Sixty years on, the idea that this country is stronger when its communities are more diverse, and that its society is more cohesive when it comprises of a broad and mixed swathe of people, is no longer supported by the Conservative party. Nor is it supported by the Liberal party, whose MPs did not oppose the measures in this Bill in Committee despite trying to raise their concerns by tabling amendments. They consistently withdrew those amendments without a vote. Just where is their fabled voice in government and their backbone? We still believe in mixed communities in social housing, underpinned by security of tenure, which the Bill targets so directly.
The framework published by the Department is quite clear that tenancies will be secure only for tenants who have a secure tenancy before 31 March 2012. Therefore, tenants with a secure tenancy will lose their security if their family grows and they need to move to a larger home, or if a person wishes to downsize to a smaller home and the only properties available for re-let are offered on a flexible tenancy.
The Bill is a retrograde step. Homeless applicants found to be in priority need and unintentionally homeless will no longer be able to draw on the security and stability of a social home with security of tenure.
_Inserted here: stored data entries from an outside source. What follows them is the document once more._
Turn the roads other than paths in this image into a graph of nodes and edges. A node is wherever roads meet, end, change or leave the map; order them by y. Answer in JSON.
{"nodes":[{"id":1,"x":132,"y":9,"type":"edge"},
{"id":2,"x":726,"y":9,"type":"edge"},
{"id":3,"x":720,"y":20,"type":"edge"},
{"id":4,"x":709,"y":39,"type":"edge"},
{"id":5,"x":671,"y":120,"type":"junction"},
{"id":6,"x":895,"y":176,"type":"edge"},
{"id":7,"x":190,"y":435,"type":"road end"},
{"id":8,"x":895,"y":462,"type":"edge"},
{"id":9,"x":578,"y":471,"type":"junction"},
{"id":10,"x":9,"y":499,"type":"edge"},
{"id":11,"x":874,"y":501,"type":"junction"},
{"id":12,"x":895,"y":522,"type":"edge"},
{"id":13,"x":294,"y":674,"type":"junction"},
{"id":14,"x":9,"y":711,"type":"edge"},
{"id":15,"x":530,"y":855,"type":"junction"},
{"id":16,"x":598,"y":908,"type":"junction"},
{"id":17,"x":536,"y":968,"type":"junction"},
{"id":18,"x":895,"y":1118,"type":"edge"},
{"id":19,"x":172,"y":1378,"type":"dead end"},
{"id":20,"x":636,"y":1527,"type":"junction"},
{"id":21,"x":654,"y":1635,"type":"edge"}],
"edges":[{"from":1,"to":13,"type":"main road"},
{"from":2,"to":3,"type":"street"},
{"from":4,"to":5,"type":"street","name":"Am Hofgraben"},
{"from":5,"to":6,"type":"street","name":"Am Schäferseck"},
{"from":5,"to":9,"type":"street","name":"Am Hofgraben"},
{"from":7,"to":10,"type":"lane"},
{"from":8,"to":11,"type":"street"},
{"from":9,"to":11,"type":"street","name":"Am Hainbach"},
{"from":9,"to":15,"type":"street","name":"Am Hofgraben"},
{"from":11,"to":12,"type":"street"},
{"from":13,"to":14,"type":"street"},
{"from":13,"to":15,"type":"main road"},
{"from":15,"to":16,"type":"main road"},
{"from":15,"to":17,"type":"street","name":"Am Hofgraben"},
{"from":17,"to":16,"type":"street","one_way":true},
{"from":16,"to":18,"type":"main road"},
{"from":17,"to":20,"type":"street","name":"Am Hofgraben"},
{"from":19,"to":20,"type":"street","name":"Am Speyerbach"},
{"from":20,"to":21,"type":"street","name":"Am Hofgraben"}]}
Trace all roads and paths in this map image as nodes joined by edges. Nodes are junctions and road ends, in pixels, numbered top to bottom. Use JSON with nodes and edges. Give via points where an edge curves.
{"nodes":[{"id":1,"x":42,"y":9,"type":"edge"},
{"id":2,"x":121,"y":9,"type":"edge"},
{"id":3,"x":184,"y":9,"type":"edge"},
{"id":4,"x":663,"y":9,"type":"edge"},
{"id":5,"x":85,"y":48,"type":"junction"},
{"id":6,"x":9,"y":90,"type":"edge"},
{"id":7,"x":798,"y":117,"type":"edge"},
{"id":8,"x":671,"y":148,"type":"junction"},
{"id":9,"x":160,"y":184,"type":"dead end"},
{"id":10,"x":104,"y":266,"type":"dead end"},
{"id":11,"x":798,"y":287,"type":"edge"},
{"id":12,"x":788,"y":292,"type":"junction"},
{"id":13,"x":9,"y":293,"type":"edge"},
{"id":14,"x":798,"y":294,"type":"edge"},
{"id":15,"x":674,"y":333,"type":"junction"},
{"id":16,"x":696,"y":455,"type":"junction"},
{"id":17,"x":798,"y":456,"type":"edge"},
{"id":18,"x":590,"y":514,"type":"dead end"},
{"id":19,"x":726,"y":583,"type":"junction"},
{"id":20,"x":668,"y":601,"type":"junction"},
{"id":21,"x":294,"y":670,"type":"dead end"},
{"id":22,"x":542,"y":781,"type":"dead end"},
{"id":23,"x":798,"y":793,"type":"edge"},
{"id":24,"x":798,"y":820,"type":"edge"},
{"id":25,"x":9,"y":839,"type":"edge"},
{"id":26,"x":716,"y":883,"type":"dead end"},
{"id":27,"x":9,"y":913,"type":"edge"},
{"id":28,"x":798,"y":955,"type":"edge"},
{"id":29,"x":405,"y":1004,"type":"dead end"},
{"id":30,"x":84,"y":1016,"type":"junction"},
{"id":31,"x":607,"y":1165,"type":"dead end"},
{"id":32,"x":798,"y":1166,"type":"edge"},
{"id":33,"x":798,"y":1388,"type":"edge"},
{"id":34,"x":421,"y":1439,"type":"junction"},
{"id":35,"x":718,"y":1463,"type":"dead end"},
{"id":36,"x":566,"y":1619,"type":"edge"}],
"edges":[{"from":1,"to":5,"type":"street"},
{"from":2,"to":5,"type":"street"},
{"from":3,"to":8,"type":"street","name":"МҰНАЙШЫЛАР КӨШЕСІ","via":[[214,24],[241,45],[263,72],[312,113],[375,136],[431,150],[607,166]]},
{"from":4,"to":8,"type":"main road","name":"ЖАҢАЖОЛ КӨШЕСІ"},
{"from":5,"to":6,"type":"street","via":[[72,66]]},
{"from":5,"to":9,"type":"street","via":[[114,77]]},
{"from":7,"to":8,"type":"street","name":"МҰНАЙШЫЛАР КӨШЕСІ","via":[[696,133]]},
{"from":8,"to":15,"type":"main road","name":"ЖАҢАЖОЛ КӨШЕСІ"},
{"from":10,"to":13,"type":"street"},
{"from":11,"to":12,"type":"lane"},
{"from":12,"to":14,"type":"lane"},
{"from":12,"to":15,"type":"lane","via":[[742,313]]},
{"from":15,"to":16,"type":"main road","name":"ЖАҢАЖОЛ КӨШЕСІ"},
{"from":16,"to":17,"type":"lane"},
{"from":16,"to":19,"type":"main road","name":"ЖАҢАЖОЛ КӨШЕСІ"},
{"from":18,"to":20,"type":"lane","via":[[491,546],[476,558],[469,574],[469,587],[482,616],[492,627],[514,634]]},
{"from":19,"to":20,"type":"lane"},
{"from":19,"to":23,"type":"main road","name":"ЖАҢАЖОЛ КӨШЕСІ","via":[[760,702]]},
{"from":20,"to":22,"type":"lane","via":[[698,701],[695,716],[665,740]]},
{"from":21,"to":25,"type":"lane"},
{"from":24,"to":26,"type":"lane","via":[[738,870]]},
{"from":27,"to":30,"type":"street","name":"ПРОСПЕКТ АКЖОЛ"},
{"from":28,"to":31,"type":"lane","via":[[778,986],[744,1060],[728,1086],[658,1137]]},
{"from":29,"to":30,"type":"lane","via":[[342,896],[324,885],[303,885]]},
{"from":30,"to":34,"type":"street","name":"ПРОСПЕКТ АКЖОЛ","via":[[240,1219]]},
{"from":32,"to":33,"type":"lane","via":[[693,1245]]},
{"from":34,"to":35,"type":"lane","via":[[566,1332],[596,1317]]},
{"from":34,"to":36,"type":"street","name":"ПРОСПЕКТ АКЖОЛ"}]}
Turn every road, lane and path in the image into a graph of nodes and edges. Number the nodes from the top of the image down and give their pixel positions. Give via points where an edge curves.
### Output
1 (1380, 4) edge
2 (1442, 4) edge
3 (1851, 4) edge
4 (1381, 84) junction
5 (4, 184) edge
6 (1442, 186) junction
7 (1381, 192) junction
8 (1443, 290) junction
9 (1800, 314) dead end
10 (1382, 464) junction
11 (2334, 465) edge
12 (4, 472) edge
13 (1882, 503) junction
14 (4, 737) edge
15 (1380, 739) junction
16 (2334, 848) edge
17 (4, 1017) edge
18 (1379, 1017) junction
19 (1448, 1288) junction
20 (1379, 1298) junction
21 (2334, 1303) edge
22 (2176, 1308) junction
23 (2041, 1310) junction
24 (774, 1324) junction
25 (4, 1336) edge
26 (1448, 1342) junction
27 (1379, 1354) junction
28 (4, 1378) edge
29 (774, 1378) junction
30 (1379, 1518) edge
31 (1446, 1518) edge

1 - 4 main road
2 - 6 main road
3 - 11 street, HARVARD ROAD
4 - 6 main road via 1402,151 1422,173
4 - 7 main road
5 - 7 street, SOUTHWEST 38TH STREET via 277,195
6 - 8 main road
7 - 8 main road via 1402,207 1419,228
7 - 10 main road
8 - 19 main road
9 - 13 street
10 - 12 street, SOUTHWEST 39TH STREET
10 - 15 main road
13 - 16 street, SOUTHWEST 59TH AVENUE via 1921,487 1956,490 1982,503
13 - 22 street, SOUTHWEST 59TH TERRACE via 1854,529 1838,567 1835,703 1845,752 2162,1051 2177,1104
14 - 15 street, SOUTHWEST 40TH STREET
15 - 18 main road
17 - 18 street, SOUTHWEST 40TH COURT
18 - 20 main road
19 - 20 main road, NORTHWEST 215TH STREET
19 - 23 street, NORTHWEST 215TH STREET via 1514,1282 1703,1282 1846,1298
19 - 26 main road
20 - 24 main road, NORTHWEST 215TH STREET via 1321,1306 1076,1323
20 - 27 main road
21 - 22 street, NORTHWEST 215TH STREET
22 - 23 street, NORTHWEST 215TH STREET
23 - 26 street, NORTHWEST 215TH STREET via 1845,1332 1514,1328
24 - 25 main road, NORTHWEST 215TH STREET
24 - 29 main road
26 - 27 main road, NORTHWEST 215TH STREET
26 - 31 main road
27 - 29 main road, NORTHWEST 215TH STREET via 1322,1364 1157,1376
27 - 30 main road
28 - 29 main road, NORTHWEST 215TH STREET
Instead, they will be placed directly into the private rented sector and if they refuse an offer, for whatever reason, the local authority will no longer have a duty to house them. They would then have almost nowhere to turn for help. It does not take much to realise the circumstances in which an offer might be unacceptable to an applicant. The accommodation might be too expensive, too far away from their child’s school or too close to an abusive ex-partner. It might also be damp, mouldy or unsafe—the list goes on. Key among all this is the insecurity that a private rented sector offer can sometimes bring. There was a very good article in Inside Housing this week, following a survey that clearly showed that a homeless person placed in the private rented sector was likely to face eviction very early, and to be turned around and around in a circle of homelessness.
The third biggest cause of statutory homelessness last year was the loss of an assured shorthold tenancy. As I said earlier, stability is vital in order to prevent what people have referred to as the revolving door of homelessness. With tenancies in the private rented sector being less stable and of a shorter duration, the risk of recurring homelessness is greater, so the need for stronger statutory protection increases.
If the Government are insistent that they wish to place homeless applicants directly into the private rented sector, it is only right for them to acknowledge the need to strengthen protections for the very predictable outcome of their choices. Evidence shows that homeless people housed in the private rented sector are more likely to be evicted.
Let me finish by saying that it is not just this Bill’s provisions that give cause for alarm, as changes to housing benefit will increase homelessness and rough sleeping. We have already seen homelessness increase by some 15% since this Government came into office. The Government’s consultation on statutory duties on local authorities has seen Tory councils like Hammermsith and Fulham viewing it as an opportunity to scale back their duties to homeless people, while Westminster council has been busy trying to ban soup kitchens.
Our new clauses and amendments are designed to defend mixed communities, to extend protections and advice to homeless people, to stand up for security and stability for low-income families and to prevent the segregation of those sections of our society that this Bill will surely deliver.